***** Dataset
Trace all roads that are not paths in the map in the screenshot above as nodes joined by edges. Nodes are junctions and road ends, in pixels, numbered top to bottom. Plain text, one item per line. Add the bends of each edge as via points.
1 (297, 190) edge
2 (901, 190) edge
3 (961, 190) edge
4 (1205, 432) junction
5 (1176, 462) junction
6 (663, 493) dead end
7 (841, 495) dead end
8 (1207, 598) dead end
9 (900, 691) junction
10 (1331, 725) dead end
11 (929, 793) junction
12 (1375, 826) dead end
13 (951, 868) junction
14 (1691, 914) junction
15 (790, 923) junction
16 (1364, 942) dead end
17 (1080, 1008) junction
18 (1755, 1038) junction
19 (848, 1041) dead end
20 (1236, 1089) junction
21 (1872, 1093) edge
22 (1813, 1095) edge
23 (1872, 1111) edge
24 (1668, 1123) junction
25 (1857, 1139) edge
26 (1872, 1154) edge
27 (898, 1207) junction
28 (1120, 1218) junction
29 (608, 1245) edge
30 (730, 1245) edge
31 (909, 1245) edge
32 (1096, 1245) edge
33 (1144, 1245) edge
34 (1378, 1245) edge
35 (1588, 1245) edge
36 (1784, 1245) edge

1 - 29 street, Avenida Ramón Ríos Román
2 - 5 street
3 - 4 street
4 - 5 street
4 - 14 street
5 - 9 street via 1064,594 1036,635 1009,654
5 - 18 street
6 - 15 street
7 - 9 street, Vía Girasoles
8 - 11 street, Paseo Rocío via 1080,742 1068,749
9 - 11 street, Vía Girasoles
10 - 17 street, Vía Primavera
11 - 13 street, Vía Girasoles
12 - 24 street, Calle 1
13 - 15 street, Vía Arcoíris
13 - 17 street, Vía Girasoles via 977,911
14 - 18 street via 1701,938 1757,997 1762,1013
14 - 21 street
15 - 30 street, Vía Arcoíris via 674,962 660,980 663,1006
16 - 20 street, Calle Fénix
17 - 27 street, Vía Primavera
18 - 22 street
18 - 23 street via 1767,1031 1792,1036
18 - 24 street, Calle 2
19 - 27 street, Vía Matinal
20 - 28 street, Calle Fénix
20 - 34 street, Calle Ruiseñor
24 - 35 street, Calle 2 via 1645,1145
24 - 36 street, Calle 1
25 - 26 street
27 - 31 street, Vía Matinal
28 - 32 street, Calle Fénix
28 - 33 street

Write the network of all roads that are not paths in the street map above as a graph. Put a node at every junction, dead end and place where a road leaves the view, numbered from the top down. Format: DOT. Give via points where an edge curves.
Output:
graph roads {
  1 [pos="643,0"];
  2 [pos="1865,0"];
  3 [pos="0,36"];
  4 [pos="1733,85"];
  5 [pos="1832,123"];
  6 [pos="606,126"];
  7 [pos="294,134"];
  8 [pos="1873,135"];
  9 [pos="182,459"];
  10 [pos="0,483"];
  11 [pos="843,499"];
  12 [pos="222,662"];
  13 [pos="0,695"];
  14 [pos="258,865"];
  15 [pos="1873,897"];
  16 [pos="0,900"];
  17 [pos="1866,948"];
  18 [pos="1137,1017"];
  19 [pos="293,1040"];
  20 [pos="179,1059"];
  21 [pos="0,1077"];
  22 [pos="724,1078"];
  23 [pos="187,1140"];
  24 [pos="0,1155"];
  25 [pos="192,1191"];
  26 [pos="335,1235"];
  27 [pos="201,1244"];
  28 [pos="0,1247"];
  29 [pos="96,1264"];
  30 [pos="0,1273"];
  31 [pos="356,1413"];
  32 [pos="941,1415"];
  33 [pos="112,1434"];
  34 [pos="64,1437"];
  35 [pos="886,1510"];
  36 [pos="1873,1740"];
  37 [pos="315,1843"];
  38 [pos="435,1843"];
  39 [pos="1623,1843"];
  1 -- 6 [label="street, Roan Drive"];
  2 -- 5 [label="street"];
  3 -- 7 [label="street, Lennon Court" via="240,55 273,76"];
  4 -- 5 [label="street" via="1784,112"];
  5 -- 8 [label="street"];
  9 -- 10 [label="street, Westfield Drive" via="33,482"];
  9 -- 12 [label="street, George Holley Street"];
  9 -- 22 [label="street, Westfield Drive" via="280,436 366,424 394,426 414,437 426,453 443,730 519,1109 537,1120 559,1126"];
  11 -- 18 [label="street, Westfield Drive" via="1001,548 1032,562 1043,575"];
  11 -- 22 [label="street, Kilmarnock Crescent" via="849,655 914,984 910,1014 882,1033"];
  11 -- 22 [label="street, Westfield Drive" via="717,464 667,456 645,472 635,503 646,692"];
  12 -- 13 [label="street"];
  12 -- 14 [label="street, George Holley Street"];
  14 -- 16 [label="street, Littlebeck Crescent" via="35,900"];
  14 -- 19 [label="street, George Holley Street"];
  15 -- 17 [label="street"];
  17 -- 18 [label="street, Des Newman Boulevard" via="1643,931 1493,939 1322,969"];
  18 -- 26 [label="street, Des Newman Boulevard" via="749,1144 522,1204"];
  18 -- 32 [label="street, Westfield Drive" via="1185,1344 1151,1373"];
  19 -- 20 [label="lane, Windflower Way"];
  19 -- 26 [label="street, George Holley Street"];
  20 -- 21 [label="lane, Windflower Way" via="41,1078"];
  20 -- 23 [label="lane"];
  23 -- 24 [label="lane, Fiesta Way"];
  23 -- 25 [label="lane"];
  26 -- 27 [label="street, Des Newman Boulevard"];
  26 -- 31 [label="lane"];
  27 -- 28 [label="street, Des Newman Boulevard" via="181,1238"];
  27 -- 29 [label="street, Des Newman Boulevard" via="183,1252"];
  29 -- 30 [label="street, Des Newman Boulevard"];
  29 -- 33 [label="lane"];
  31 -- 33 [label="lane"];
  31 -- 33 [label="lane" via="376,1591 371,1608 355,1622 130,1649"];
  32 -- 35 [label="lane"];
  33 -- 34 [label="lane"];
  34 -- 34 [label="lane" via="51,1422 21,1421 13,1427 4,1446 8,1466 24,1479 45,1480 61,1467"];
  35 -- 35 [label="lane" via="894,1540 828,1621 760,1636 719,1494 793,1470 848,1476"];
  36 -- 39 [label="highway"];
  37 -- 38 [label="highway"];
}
**********
▶ **Instructions to follow**: Copy task for the entries above: every line with the string "Primavera".

▶ **Solution to this exercise**:
10 - 17 street, Vía Primavera
17 - 27 street, Vía Primavera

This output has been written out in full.